# Lower bound time complexity for obtaining an arbitrary entry in a hashtable

I just answered this question on StackOverflow, which asks for an efficient algorithm such that given a nonempty hashtable, the algorithm should return a pointer to an arbitrary nonempty entry in the hashtable. My answer was quite casual and I am not confident if my proof was correct. I am rephrasing the problem statement below:

• We are allowed to extend the insert()/remove() operations of a hashtable
• We need to expose a get_arbitrary() operation that always returns a nonempty entry in the hashtable if it is nonempty, or nil if it is empty.
• We are allowed to store extra data related to hashtable
• Assume hash keys are uniformly distributed.
• Assume insert()/remove() have memorylessly equal probability to be called on any key that exists in the hashtable.

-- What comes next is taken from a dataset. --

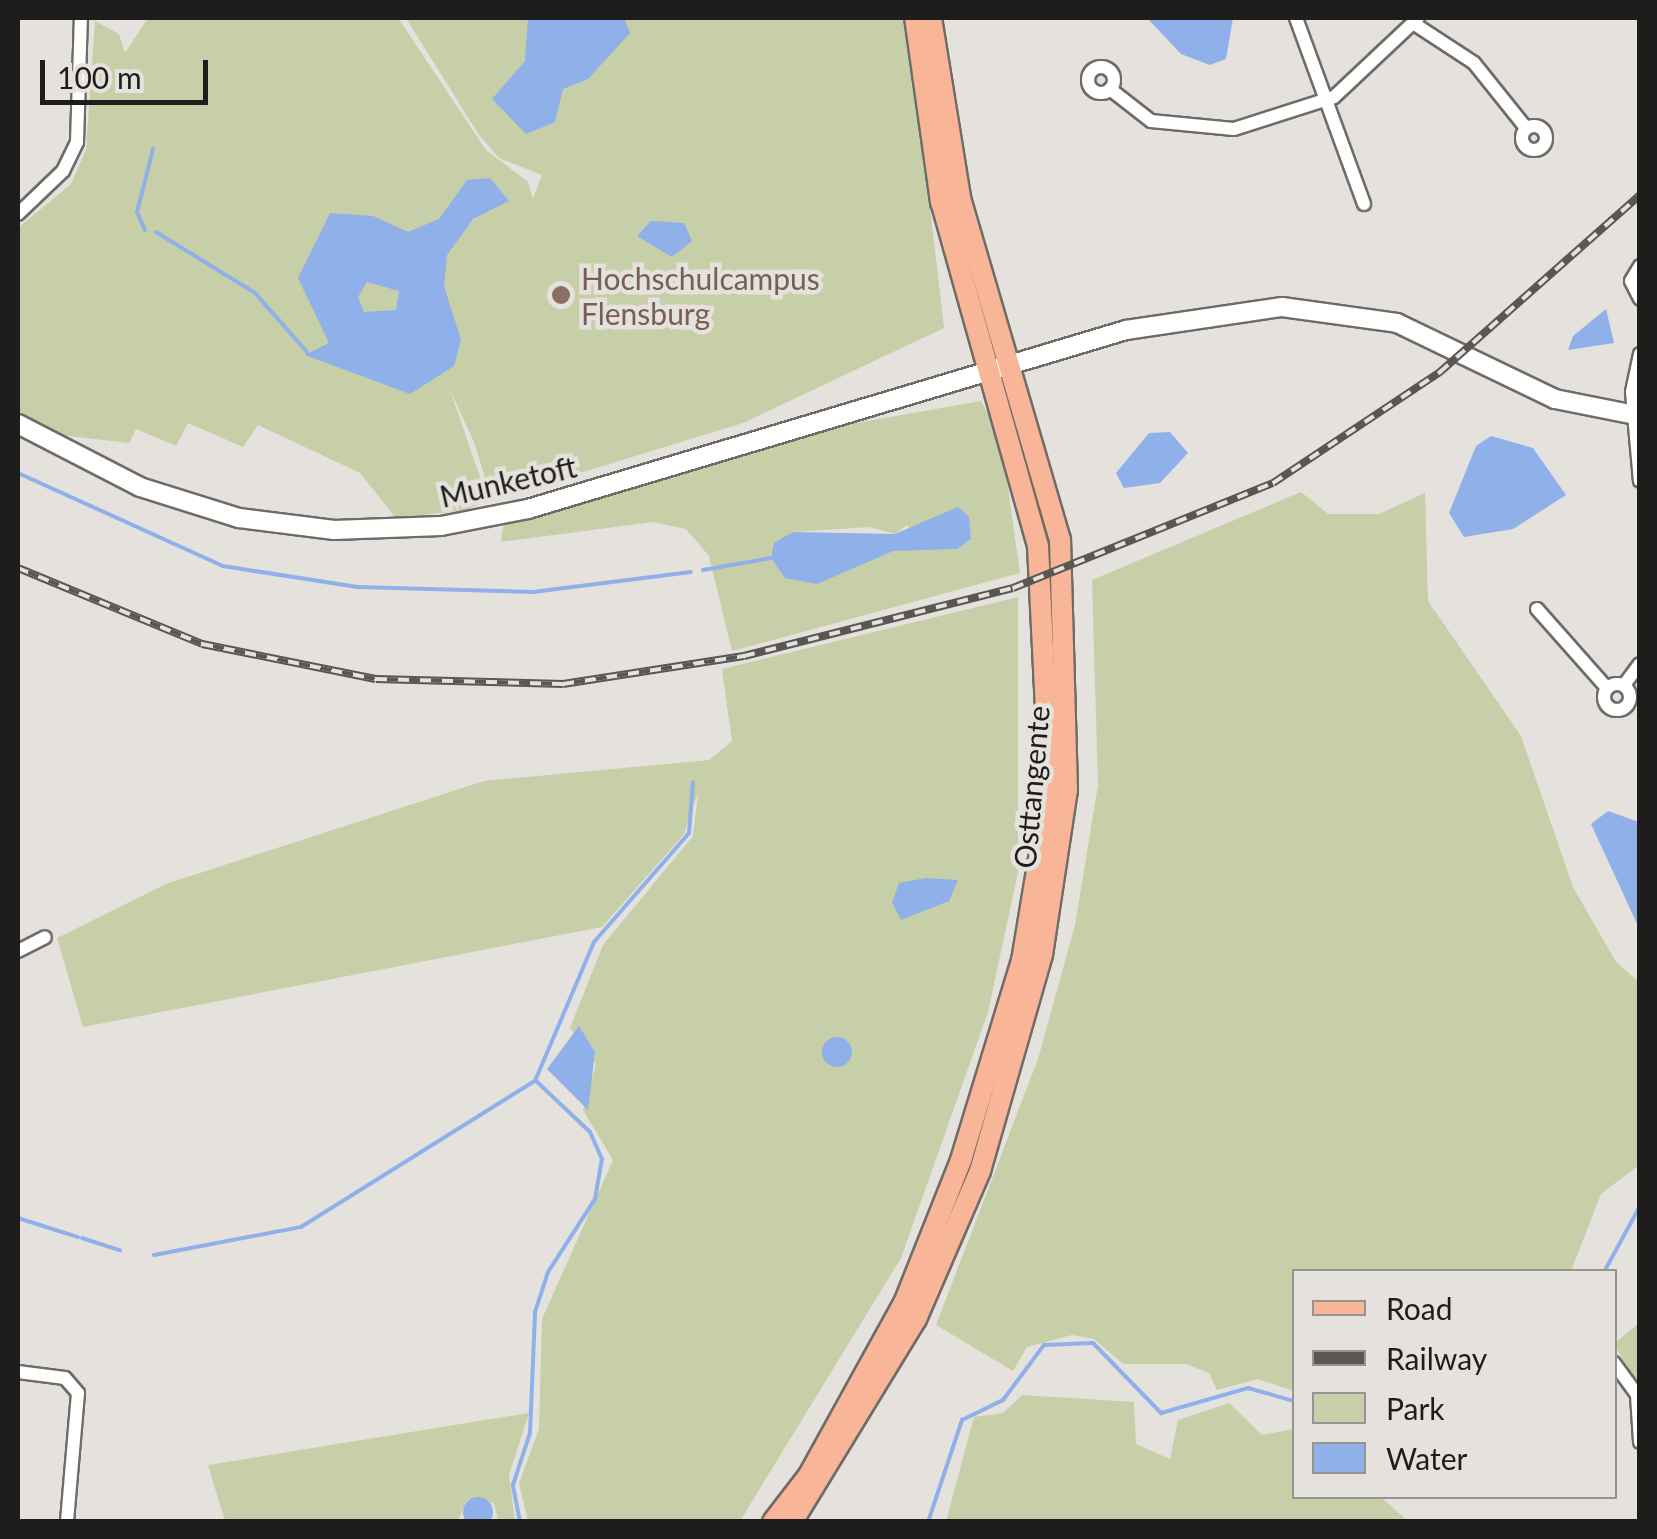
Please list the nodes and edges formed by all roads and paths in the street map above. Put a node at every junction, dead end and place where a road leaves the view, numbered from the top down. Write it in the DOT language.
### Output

This problem asks if it is possible to draw some relation on the lower bounds of the

• time complexity of insert() $$T_i(n)$$
• time complexity of remove() $$T_r(n)$$
• time complexity of get_arbitrary() $$T_a(n)$$
• space complexixty of any extra data we are storing, in addition to the original hashtable $$S(n)$$

One of the conjectures I thought of (as mentioned in the linked StackOverflow question) is $$T_a(n) = O\left(\frac n{S(n)}\right)$$, but I am not sure if this is correct. Also I am interested in knowing something can be said about how $$T_a(n)$$ relates to $$T_r(n)$$.

• The expected number of entries to probe in a $\frac15$ full hashtable is not "five or so", but $\frac n5$. So the time to find an arbitrary entry is still $O(n)$.
• How do you maintain a linked list of used slots in the remove() operation? Accessing the $n$th element in a linked list is $O(n)$ as well.